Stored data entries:
● ● ● ●

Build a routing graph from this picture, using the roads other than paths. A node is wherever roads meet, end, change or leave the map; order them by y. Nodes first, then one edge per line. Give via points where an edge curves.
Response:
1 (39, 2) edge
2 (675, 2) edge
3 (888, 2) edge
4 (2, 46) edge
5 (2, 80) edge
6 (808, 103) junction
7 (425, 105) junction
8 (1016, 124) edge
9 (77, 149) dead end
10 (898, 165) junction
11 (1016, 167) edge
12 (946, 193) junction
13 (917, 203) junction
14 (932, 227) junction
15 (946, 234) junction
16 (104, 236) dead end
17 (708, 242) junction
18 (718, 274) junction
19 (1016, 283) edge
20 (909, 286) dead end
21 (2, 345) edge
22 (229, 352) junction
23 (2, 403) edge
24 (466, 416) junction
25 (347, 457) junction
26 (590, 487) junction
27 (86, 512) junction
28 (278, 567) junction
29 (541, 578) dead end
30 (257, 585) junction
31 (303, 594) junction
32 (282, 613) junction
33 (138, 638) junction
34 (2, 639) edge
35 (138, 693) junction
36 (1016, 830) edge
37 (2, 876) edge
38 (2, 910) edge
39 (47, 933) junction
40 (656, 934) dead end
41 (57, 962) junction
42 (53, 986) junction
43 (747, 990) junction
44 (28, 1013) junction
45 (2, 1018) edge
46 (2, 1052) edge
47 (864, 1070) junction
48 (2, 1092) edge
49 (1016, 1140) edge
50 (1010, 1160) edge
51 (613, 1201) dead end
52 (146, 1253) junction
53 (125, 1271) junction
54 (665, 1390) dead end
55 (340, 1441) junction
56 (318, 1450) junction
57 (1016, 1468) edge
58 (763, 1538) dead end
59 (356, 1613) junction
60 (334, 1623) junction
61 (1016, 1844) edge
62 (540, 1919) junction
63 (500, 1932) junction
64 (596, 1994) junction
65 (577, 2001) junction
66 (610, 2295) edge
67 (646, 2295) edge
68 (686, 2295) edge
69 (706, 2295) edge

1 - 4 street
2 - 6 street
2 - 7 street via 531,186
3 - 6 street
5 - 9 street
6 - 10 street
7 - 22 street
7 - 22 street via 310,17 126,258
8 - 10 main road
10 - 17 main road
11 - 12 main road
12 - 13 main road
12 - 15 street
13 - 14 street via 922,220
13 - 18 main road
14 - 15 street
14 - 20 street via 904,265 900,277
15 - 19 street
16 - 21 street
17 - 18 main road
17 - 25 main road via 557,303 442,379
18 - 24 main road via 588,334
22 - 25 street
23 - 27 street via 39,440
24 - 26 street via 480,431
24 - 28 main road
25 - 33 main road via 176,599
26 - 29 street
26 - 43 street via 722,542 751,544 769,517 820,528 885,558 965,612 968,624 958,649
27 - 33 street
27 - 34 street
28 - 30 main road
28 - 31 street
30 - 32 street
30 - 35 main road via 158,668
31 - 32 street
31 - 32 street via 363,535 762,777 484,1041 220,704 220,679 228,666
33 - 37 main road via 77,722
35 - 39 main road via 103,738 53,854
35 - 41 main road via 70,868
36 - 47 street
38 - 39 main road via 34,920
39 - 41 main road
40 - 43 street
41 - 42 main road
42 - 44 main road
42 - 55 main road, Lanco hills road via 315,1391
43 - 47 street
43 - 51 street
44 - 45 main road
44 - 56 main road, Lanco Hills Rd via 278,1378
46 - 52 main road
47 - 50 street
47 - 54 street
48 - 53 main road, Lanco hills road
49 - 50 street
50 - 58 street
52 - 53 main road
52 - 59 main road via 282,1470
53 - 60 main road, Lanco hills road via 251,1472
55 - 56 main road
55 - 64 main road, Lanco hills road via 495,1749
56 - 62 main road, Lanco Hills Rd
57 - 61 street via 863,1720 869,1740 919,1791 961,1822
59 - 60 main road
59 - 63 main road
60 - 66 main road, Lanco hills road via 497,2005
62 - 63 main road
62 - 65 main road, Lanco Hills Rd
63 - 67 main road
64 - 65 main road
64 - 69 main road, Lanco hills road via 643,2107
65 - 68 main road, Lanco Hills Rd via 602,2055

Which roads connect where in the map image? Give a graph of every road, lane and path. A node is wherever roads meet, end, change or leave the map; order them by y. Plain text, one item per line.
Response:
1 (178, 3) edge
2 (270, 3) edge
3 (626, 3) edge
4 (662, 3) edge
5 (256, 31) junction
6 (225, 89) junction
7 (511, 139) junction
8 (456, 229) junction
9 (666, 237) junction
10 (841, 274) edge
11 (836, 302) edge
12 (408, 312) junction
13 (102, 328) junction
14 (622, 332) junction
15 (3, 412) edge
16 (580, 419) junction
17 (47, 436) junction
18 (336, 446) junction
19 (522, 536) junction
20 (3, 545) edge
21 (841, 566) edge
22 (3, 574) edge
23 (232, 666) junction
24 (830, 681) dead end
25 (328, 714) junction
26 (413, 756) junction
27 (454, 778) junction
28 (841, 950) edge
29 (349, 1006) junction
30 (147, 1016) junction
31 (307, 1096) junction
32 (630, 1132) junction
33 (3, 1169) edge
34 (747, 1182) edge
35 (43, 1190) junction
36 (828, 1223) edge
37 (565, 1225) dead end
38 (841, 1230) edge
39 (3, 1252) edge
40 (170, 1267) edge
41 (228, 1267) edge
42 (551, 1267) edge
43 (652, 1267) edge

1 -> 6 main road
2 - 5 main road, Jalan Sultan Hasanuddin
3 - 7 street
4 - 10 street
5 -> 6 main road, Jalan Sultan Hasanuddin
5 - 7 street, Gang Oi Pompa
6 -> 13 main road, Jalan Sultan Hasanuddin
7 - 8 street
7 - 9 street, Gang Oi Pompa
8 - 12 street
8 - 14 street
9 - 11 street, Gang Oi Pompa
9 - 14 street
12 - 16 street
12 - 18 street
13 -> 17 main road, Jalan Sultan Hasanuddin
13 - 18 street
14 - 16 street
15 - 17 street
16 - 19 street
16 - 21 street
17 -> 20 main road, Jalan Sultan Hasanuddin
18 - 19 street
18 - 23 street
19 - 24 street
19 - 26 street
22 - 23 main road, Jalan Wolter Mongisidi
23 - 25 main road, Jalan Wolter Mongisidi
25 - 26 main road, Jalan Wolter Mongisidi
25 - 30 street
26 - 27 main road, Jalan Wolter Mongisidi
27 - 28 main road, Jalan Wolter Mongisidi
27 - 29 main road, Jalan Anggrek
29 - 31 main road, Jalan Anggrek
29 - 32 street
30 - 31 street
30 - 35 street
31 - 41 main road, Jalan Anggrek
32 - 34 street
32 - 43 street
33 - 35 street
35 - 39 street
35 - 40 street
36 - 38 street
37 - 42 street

● ● ● ●

§ How to complete this task: Look through the data above and return each line where the string "dead" occurs.

§ Output of the exercise:
9 (77, 149) dead end
16 (104, 236) dead end
20 (909, 286) dead end
29 (541, 578) dead end
40 (656, 934) dead end
51 (613, 1201) dead end
54 (665, 1390) dead end
58 (763, 1538) dead end
24 (830, 681) dead end
37 (565, 1225) dead end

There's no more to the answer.